By Mike Greenblatt m.greenblatt@classicalite.com on Jan 14, 2016 12:11 PM EST

What a delightful and captivating surprise the Blue Skies of Jordan Officer is for the ears! This self-released beauty is naked in its bare accompaniment. It's the sound of one man and one guitar on songs he and I both grew up with. Sure, there's the subtle sprinkle of a bass/drums rhythm section and the added bonus of Tex-Mex legend Augie Meyers on keyboards on one of the two originals, but the accent here is on his bluesy jazzy guitar accompanying himself while he sings these songs so pure.

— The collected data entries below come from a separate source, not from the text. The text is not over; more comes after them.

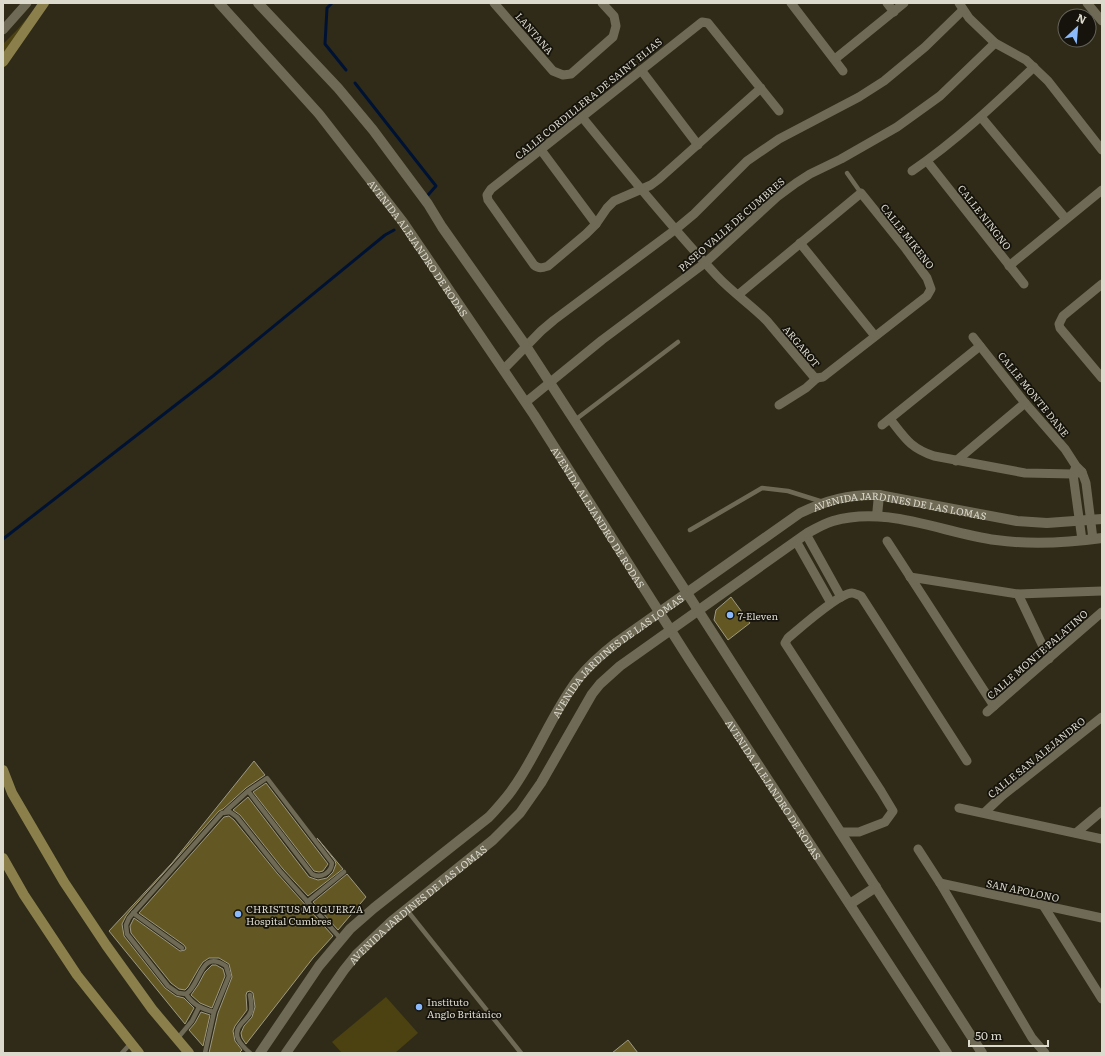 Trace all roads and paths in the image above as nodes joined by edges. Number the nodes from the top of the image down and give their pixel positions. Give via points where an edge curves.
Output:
1 (27, 3) edge
2 (44, 3) edge
3 (219, 3) edge
4 (258, 3) edge
5 (494, 3) edge
6 (602, 3) edge
7 (791, 3) edge
8 (887, 3) edge
9 (904, 3) edge
10 (1087, 3) edge
11 (961, 7) edge
12 (894, 12) junction
13 (1102, 21) edge
14 (3, 30) edge
15 (995, 43) junction
16 (834, 60) junction
17 (3, 62) edge
18 (1034, 67) junction
19 (641, 70) junction
20 (843, 71) dead end
21 (761, 88) junction
22 (779, 111) dead end
23 (582, 117) junction
24 (981, 117) junction
25 (698, 144) junction
26 (541, 150) junction
27 (1102, 150) edge
28 (927, 161) junction
29 (912, 171) dead end
30 (847, 173) dead end
31 (641, 189) junction
32 (1102, 190) edge
33 (861, 193) junction
34 (1066, 219) junction
35 (596, 224) junction
36 (676, 229) junction
37 (800, 243) junction
38 (705, 263) junction
39 (1009, 266) junction
40 (1024, 284) dead end
41 (1102, 284) edge
42 (929, 294) joint
43 (738, 295) junction
44 (875, 336) junction
45 (973, 337) dead end
46 (678, 342) dead end
47 (526, 346) junction
48 (980, 346) junction
49 (504, 369) junction
50 (817, 378) junction
51 (1102, 378) edge
52 (550, 382) junction
53 (526, 402) junction
54 (1025, 403) junction
55 (779, 405) dead end
56 (890, 419) junction
57 (576, 420) junction
58 (882, 425) dead end
59 (956, 461) junction
60 (1077, 471) junction
61 (879, 495) junction
62 (824, 502) junction
63 (877, 516) junction
64 (1102, 519) edge
65 (1091, 520) junction
66 (1080, 521) junction
67 (690, 530) dead end
68 (806, 534) junction
69 (1097, 538) edge
70 (1082, 540) junction
71 (796, 541) junction
72 (887, 541) dead end
73 (910, 577) junction
74 (1102, 591) edge
75 (687, 593) junction
76 (1018, 594) junction
77 (841, 597) junction
78 (831, 603) junction
79 (699, 611) junction
80 (659, 612) junction
81 (1102, 612) edge
82 (671, 630) junction
83 (1049, 659) junction
84 (1102, 717) edge
85 (967, 761) dead end
86 (3, 770) edge
87 (248, 790) junction
88 (958, 808) dead end
89 (1102, 810) edge
90 (226, 812) junction
91 (984, 813) junction
92 (840, 832) junction
93 (1076, 833) junction
94 (1102, 838) edge
95 (918, 849) dead end
96 (3, 858) edge
97 (344, 872) dead end
98 (940, 883) junction
99 (876, 887) junction
100 (307, 902) junction
101 (850, 904) junction
102 (1043, 905) junction
103 (406, 909) junction
104 (133, 913) junction
105 (1102, 918) edge
106 (341, 939) junction
107 (182, 948) dead end
108 (186, 994) junction
109 (250, 995) dead end
110 (1102, 999) edge
111 (199, 1007) junction
112 (214, 1012) junction
113 (177, 1039) junction
114 (131, 1043) junction
115 (122, 1053) edge
116 (139, 1053) edge
117 (189, 1053) edge
118 (205, 1053) edge
119 (250, 1053) edge
120 (260, 1053) edge
121 (286, 1053) edge
122 (521, 1053) edge
123 (947, 1053) edge
124 (982, 1053) edge
125 (1045, 1053) edge

1 - 14 street
2 - 17 main road
3 - 49 street, AVENIDA ALEJANDRO DE RODAS via 347,148 403,222
4 - 47 street via 338,88 373,130 428,204
5 - 6 street, LANTANA via 553,70 563,75 571,74 613,37 616,26 614,16
7 - 16 street
8 - 12 street
9 - 12 street
10 - 13 street
11 - 15 street
11 - 36 street via 925,47 884,80 751,157
12 - 16 street
15 - 18 street
15 - 38 street, PASEO VALLE DE CUMBRES via 940,96 897,127 796,182
16 - 20 street
18 - 24 street
18 - 27 street
19 - 21 street, CALLE CORDILLERA DE SAINT ELIAS via 699,23 704,22 708,23
19 - 23 street, CALLE CORDILLERA DE SAINT ELIAS
19 - 25 street
21 - 22 street
21 - 25 street
23 - 26 street, CALLE CORDILLERA DE SAINT ELIAS
23 - 31 street, ARGAROT
24 - 28 street
24 - 34 street
25 - 31 street via 659,179
26 - 35 street
26 - 35 street, CALLE CORDILLERA DE SAINT ELIAS via 491,189 487,196 491,206 534,265 540,268 548,266
28 - 29 street
28 - 39 street, CALLE NINGNO
30 - 33 lane
31 - 35 street via 614,201
31 - 36 street, ARGAROT
32 - 34 street, CALLE NINGNO
33 - 37 street
33 - 42 street, CALLE MIKENO via 927,278 931,286
34 - 39 street, CALLE NINGNO
36 - 38 street, ARGAROT
36 - 47 street via 554,320
37 - 43 street
37 - 44 street
38 - 43 street, ARGAROT
38 - 52 street, PASEO VALLE DE CUMBRES
39 - 40 street
41 - 51 street via 1063,316 1060,328
42 - 44 street, ARGAROT
43 - 50 street, ARGAROT via 767,321
44 - 50 street, ARGAROT via 823,377
45 - 48 street, CALLE MONTE DANE
46 - 57 lane
47 - 49 street
47 - 52 street
48 - 54 street, CALLE MONTE DANE
48 - 56 street
49 - 53 street, AVENIDA ALEJANDRO DE RODAS
50 - 55 street
52 - 53 street, PASEO VALLE DE CUMBRES
52 - 57 street
53 - 80 street, AVENIDA ALEJANDRO DE RODAS
54 - 59 street
54 - 60 street, CALLE MONTE DANE via 1065,449
56 - 58 street
56 - 59 street via 917,450
57 - 75 street
59 - 60 street via 1025,473
60 - 65 street, CALLE MONTE DANE via 1086,483
60 - 66 street, CALLE MONTE DANE
61 - 62 street, AVENIDA JARDINES DE LAS LOMAS via 851,496
61 - 63 street
61 - 66 street, AVENIDA JARDINES DE LAS LOMAS via 1017,521
62 - 67 lane via 788,491 762,488
62 - 75 street, AVENIDA JARDINES DE LAS LOMAS via 795,516
63 - 68 street, AVENIDA JARDINES DE LAS LOMAS via 850,517 834,521
63 - 70 street, AVENIDA JARDINES DE LAS LOMAS via 994,540 1028,543
64 - 65 street, AVENIDA JARDINES DE LAS LOMAS
65 - 66 street, AVENIDA JARDINES DE LAS LOMAS
65 - 69 street, CALLE MONTE DANE
66 - 70 street, CALLE MONTE DANE
68 - 71 street, AVENIDA JARDINES DE LAS LOMAS
68 - 77 street
69 - 70 street, AVENIDA JARDINES DE LAS LOMAS
71 - 78 street
71 - 79 street, AVENIDA JARDINES DE LAS LOMAS
72 - 73 street
73 - 76 street
73 - 83 street, CALLE MONTE PALATINO via 991,709
74 - 76 street
75 - 79 street
75 - 80 street, AVENIDA JARDINES DE LAS LOMAS
76 - 83 street
77 - 78 street
77 - 85 street via 851,593 861,596
78 - 92 street via 785,643 892,811 885,822 859,832
79 - 82 street, AVENIDA JARDINES DE LAS LOMAS
79 - 92 street
80 - 82 street, AVENIDA ALEJANDRO DE RODAS
80 - 106 street, AVENIDA JARDINES DE LAS LOMAS via 601,654 578,678 503,802 374,908
81 - 83 street, CALLE MONTE PALATINO
82 - 101 street, AVENIDA ALEJANDRO DE RODAS
82 - 103 street, AVENIDA JARDINES DE LAS LOMAS via 620,666 600,684 585,705 542,783 508,827
84 - 91 street, CALLE SAN ALEJANDRO
86 - 113 main road via 12,793 64,882 115,958
87 - 87 lane via 312,874 322,876 326,873 332,863 267,778
87 - 90 lane
88 - 91 street
89 - 93 street
90 - 100 lane via 237,817
90 - 104 lane via 222,813
91 - 93 street
92 - 99 street
93 - 94 street
95 - 98 street
96 - 114 main road via 24,895 77,975
97 - 100 lane
98 - 102 street, SAN APOLONO
98 - 125 street via 1032,1038
99 - 101 street
99 - 124 street
100 - 106 lane
101 - 123 street, AVENIDA ALEJANDRO DE RODAS
102 - 105 street, SAN APOLONO
102 - 110 street
103 - 121 street, AVENIDA JARDINES DE LAS LOMAS via 372,939 344,970
103 - 122 lane
104 - 107 lane
104 - 108 lane via 126,925 127,934 168,986 178,993
106 - 120 street, AVENIDA JARDINES DE LAS LOMAS via 319,966
108 - 111 lane
108 - 112 lane via 191,991 205,965 215,961 223,964 229,976
109 - 119 lane via 252,1009 238,1027 237,1034 240,1044
111 - 112 lane
111 - 113 lane
112 - 118 lane
113 - 117 main road
114 - 115 lane
114 - 116 main road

And what songs they are: from the Tom Waits-penned title tune (not to be confused with the Irving Berlin song of the same name) to Fats Domino ("It's You I Love"), Phil Spector ("And Then She Kissed Me"), Bob Dylan ("When The Deal Goes Down"), Big Joe Turner ("Chains Of Love"), Louis Armstrong ("That's For Me") and Arthur Alexander ("Shot Of Rhythm'n'Blues"). He sings 'em sweet and in service to the song, which is the way it's supposed to be. Plus, he adds tasty little runs on his guitar throughout that accentuate his meanings like a Greek Chorus.

The highlight has to be the 1928 classic "How Long Blues" by Leroy Carr [1905-1935], an extremely influential long-ago and far-away piano blues man from Indiana who influenced Nat King Cole, Ray Charles and Count Basie but who died at 30 from acute alcohol poisoning. So many artists-including Lou Rawls, Johnnie Ray, Lonnie Donegan, Pigmeat Markham, Hot Tuna, Grateful Dead, Eric Clapton and Pinetop Perkins-have covered it but there's just something about Officer's simplistic homespun version that cuts deep into the original personality of the song.

Blue Skies is a worthy follow-up to I'm Free, which the Montreal native wrote and recorded in New York City, capturing the zeitgeist of the city that never sleeps. This new one, though, recorded in Los Angeles, reflects that town's laid-back essence. I suggest he travel to New Orleans next.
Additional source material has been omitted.